Mauro Krikorian
November 11, 2020
The last couple of months, here at SOUTHWORKS we have been involved in several Big Data projects. We have been building complete ETL and processing pipelines at large-scale that leverage among them some of the trending tools within the Big Data world: Apache Spark, and its close relative Databricks.
During one of our projects’ break from phase to phase, we took the opportunity to come up with this article and reference implementation to do our bit towards contributing with the big community of software & data engineers or anyone that wants to start walking their first steps into this huge world.
Before we get into it, I don’t want to skip mentioning the great group of people that brought this sample to life and contributed with feedback into putting this together: Lucas Nicolas Cabello, Santiago Calle, Pablo Costantini, Mauro Ezequiel Della Vecchia, Derek Nicolas Fernandez, Juan Manso & Alejandro Tizzoni.
We hope that you like it 😃
In this introductory article we are going to see initial steps you might take to start working with Apache Spark (Spark).
First, we are going to mention some introductory concepts, its main use-cases and advantages to finally introduce a complete sample application which makes use of Spark’s Dataframe API for processing large datasets in a distributed way.
For this application, we are performing some data analysis over the MovieLens dataset[¹], which consists of 25 million ratings given to 62,000 movies by 162,000 users, thus obtaining some statistics.
Such statistics include:
Lastly, we want to share with you some benchmarking we performed using different worker configurations and to talk about distributed processing.
Apache Spark is a fast, distributed data processing engine most commonly used for big data due to its capability of splitting data into chunks and distributing them across computational resources (workers).
Spark Architecture
Spark processing occurs completely in-memory (actually, if possible) avoiding the overhead of I/O calls.
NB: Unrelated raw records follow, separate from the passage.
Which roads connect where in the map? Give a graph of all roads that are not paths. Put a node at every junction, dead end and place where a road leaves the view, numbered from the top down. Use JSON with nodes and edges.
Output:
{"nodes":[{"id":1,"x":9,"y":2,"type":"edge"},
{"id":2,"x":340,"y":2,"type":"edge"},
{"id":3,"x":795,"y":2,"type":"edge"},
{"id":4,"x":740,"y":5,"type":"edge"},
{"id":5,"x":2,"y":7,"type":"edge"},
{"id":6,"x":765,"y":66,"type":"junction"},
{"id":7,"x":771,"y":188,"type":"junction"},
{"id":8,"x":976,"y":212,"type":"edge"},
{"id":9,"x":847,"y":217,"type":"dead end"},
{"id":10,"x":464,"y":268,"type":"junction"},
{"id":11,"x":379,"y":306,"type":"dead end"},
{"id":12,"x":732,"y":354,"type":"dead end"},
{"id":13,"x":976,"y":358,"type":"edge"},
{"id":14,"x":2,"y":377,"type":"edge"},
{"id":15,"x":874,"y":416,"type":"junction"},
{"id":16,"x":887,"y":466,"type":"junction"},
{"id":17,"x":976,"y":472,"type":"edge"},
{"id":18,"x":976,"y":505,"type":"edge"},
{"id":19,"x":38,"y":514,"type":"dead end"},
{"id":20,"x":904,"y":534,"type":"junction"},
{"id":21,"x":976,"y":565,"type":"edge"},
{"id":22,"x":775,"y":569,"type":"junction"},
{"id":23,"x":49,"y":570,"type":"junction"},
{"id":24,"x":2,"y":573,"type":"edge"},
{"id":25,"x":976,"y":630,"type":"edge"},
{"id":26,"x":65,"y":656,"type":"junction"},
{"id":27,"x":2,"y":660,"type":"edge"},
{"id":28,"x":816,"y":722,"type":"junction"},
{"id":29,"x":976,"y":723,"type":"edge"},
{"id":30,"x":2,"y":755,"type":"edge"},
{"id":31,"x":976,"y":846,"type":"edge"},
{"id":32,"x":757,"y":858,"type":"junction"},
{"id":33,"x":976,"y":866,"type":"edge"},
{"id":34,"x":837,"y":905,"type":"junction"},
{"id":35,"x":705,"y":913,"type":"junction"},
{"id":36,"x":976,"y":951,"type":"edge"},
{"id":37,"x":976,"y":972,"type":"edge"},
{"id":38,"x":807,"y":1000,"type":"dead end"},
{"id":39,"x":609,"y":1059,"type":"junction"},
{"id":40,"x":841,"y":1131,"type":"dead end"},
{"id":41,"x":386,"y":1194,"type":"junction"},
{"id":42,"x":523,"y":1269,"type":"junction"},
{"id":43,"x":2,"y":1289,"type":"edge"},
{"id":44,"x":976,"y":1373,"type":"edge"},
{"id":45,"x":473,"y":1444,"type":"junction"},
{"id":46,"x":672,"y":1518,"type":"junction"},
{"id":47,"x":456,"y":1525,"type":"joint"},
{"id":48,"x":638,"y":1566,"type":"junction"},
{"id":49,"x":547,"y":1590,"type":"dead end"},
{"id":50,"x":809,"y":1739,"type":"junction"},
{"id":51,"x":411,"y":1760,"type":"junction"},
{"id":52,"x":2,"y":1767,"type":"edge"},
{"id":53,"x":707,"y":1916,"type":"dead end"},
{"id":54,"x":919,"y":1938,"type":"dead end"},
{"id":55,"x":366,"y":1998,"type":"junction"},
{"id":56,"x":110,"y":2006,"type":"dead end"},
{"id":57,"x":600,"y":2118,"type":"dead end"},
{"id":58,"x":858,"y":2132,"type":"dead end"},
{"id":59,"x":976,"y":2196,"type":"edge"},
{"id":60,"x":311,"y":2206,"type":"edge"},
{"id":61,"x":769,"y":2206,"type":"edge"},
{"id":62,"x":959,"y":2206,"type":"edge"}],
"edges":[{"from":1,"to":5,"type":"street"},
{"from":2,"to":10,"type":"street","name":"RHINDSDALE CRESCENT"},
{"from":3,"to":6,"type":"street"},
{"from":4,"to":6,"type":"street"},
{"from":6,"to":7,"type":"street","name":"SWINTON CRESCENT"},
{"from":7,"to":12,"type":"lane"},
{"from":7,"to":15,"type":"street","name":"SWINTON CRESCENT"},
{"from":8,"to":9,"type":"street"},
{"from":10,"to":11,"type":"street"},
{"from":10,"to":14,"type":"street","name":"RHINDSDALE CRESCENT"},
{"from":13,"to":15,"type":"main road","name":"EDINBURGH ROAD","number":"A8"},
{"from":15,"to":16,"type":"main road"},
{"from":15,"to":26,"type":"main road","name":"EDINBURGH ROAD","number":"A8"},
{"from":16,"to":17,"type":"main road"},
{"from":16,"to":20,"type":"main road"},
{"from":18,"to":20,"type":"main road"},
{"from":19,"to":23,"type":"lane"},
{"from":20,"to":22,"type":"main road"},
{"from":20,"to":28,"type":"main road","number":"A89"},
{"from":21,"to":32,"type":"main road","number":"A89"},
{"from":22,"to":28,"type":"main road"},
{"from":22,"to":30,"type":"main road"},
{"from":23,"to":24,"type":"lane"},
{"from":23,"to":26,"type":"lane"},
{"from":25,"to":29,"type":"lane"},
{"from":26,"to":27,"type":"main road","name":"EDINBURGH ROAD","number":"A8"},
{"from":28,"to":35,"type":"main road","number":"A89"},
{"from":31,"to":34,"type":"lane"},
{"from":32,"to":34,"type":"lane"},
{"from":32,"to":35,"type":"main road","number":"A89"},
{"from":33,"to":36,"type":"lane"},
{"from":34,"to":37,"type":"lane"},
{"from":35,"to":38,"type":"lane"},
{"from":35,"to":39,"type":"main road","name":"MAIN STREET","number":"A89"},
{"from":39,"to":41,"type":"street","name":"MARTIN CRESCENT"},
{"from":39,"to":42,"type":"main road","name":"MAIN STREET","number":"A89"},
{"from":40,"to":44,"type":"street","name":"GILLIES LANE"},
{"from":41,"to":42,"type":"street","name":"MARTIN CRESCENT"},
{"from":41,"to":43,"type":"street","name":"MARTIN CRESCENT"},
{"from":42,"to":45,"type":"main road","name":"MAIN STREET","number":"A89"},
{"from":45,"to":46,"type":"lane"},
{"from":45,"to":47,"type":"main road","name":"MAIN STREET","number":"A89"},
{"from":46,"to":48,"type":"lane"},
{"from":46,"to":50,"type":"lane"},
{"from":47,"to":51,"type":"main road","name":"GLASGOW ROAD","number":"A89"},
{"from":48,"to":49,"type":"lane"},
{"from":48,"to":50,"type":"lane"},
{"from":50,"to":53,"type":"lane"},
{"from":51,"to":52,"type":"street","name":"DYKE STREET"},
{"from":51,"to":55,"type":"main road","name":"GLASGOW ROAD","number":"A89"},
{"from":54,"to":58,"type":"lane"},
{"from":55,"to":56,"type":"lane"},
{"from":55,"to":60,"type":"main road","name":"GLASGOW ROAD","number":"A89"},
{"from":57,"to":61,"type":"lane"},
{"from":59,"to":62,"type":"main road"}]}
It incorporates libraries with APIs for several different use-cases. Mentioning some non-exhaustively:
Spark APIs
Some of the main advantages that Spark provides are:
A Dataframe is a data abstraction or a domain-specific language (DSL) for working with structured and semi-structured data, i.e. datasets with a schema. In few words, it’s a collection of rows with a schema that is the result of a structured query it describes.
It uses the immutable, in-memory, resilient, distributed, and parallel capabilities of RDDs, and applies a structure (called schema) to the data. The key difference between Dataframes and RDDs is that, when working with Dataframes, you have much more information about the structure of the data. Information such as names of the column, the data types, etc. are already known, which enables a whole bunch of optimizations which would not be possible in RDD. Thus, the manual parallelization performed over RDDs wouldn’t be necessary to be performed when working with Dataframes, since they are already optimized. Apart from that, Spark Dataframes API provides a much easier way to perform data analysis on potentially big amounts of data, by performing SQL-like operations in a dev-friendly manner.
As we previously mentioned, this sample application shows how to perform simple data analysis over a big dataset consisting on 25M+ entries of movie/rating pairs.
The scope of this application is to perform all needed operations for calculating a set of metrics in the most efficient way possible. To achieve the best performance, we are using the Dataframe API, which -as we’ve just mentioned- is heavily optimized for SQL-like operations over Dataframes.
Note: In this repository you can find the entire implementation of the sample application in Java, Python, Scala and .NET.
If you want to run the code locally please follow steps on the README.md file.
The Spark job reads two CSV files: movies.csv and ratings.csv. These files’ contents are at first instance loaded into two Dataframes, and then manipulated in order to obtain the proposed metrics, reducing original datasets into a single, small dataset for each metric to be calculated.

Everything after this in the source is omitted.